● **Exercise requirements**: Up to and including the line with "197, 42, f2, paint);", copy the records below exactly from their first line.

======== Data for this task ========

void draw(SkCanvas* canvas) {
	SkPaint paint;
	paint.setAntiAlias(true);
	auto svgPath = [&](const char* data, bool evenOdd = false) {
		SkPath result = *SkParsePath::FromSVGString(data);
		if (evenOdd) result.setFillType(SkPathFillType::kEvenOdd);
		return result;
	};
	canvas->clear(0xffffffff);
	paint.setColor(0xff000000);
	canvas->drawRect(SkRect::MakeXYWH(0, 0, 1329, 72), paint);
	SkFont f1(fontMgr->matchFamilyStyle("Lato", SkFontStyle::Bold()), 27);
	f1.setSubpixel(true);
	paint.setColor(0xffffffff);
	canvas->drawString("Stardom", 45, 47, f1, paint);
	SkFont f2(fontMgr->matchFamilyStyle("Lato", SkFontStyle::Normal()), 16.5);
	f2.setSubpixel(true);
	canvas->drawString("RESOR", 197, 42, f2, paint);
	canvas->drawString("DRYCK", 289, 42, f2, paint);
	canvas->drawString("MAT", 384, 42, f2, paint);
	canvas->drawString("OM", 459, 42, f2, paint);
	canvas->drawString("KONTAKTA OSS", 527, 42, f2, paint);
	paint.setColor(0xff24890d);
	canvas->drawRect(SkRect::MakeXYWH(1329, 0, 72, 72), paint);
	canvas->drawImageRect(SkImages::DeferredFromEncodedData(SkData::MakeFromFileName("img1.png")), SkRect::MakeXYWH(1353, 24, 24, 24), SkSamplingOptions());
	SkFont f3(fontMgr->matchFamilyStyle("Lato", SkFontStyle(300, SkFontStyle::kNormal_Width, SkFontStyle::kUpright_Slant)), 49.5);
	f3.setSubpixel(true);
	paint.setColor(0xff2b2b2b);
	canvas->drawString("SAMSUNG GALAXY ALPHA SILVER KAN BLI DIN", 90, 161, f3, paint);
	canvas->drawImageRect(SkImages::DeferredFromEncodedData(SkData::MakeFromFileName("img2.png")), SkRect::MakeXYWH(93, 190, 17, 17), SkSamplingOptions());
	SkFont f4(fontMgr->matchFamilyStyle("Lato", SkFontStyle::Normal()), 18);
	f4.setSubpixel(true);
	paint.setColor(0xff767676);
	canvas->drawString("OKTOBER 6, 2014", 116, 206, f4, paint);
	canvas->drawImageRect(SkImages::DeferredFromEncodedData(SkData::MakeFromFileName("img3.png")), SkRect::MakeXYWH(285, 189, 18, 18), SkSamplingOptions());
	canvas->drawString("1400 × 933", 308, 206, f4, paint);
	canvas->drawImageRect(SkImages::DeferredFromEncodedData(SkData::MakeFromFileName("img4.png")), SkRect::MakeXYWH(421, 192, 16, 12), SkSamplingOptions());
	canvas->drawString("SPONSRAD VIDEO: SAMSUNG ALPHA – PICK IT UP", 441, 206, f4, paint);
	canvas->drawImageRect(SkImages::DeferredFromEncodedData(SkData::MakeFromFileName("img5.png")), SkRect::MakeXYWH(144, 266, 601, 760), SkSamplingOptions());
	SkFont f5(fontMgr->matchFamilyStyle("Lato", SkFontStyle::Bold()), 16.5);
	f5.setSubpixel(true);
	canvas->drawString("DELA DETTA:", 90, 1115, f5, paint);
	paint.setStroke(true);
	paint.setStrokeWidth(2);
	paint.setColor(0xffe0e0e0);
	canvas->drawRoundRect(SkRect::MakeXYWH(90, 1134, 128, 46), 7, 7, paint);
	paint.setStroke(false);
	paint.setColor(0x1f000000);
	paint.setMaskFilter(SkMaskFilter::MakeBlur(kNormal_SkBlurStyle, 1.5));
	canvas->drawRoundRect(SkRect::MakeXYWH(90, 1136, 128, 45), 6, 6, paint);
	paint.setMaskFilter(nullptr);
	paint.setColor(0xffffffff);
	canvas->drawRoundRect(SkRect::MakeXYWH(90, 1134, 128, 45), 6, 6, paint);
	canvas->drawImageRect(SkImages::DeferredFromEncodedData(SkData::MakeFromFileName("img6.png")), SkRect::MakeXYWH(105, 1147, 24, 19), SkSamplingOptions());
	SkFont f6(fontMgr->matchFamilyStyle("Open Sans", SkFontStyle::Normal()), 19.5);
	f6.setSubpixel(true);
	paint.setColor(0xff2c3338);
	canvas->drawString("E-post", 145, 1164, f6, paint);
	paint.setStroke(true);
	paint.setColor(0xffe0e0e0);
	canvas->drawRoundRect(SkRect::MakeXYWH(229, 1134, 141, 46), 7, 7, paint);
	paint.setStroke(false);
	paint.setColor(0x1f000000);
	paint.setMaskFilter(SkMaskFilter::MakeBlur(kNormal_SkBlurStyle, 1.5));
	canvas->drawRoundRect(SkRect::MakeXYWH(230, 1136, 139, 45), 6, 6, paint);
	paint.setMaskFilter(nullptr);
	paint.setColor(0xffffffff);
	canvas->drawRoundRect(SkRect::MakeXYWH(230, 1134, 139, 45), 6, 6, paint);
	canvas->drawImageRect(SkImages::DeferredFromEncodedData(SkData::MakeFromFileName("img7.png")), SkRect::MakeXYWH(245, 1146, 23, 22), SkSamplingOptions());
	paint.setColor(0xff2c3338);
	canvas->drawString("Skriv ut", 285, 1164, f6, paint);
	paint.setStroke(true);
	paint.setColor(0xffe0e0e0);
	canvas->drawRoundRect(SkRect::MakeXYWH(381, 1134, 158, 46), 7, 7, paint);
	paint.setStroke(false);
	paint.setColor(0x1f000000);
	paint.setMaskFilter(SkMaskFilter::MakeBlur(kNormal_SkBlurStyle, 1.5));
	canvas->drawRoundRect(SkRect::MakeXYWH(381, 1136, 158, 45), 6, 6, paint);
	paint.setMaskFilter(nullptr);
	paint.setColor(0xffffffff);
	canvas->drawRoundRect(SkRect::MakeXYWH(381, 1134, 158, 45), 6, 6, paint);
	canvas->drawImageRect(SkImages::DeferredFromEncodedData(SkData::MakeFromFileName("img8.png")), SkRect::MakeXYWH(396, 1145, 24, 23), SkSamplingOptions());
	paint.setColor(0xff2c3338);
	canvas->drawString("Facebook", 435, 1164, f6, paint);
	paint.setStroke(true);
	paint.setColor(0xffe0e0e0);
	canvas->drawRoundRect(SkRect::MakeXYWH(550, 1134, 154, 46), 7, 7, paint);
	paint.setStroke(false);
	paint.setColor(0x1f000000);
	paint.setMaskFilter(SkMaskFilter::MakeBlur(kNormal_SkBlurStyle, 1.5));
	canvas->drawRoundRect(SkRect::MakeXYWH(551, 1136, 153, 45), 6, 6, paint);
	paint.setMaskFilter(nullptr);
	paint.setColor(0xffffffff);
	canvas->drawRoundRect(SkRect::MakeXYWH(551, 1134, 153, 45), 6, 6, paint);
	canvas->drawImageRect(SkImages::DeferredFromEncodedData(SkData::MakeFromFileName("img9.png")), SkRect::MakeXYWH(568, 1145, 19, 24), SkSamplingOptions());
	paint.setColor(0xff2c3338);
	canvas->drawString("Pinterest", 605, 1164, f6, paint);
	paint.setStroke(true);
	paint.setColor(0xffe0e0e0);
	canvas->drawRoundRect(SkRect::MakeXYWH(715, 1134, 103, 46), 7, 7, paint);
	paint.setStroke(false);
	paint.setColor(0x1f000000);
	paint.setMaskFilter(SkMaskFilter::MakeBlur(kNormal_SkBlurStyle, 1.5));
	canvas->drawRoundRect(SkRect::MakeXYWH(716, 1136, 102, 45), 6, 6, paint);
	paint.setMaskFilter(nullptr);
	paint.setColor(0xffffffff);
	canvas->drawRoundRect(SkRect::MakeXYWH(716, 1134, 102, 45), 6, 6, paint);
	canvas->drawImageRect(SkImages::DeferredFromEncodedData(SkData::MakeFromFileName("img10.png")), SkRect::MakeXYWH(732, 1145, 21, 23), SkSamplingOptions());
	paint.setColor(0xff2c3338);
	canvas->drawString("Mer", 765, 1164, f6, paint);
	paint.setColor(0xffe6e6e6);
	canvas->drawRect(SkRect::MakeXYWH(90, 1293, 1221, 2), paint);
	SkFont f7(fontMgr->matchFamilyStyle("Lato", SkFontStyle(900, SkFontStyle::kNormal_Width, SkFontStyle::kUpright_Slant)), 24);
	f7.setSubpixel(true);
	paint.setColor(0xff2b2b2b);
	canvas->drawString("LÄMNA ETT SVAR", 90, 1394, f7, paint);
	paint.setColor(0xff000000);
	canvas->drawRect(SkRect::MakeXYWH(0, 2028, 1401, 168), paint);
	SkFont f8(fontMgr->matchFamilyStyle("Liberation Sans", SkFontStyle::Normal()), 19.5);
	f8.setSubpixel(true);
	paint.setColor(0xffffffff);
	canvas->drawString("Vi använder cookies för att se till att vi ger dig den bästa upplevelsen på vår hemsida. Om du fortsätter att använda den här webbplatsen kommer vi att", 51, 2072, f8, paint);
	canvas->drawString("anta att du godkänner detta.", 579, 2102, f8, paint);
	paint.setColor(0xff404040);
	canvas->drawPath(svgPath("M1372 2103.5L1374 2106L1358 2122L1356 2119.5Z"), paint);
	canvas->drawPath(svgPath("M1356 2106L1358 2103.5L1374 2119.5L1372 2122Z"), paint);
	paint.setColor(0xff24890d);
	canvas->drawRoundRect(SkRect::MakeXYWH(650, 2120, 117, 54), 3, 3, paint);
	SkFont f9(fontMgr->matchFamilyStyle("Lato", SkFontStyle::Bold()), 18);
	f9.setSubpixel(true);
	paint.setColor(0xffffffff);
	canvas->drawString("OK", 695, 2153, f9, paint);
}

========

● **Answer area**:
void draw(SkCanvas* canvas) {
	SkPaint paint;
	paint.setAntiAlias(true);
	auto svgPath = [&](const char* data, bool evenOdd = false) {
		SkPath result = *SkParsePath::FromSVGString(data);
		if (evenOdd) result.setFillType(SkPathFillType::kEvenOdd);
		return result;
	};
	canvas->clear(0xffffffff);
	paint.setColor(0xff000000);
	canvas->drawRect(SkRect::MakeXYWH(0, 0, 1329, 72), paint);
	SkFont f1(fontMgr->matchFamilyStyle("Lato", SkFontStyle::Bold()), 27);
	f1.setSubpixel(true);
	paint.setColor(0xffffffff);
	canvas->drawString("Stardom", 45, 47, f1, paint);
	SkFont f2(fontMgr->matchFamilyStyle("Lato", SkFontStyle::Normal()), 16.5);
	f2.setSubpixel(true);
	canvas->drawString("RESOR", 197, 42, f2, paint);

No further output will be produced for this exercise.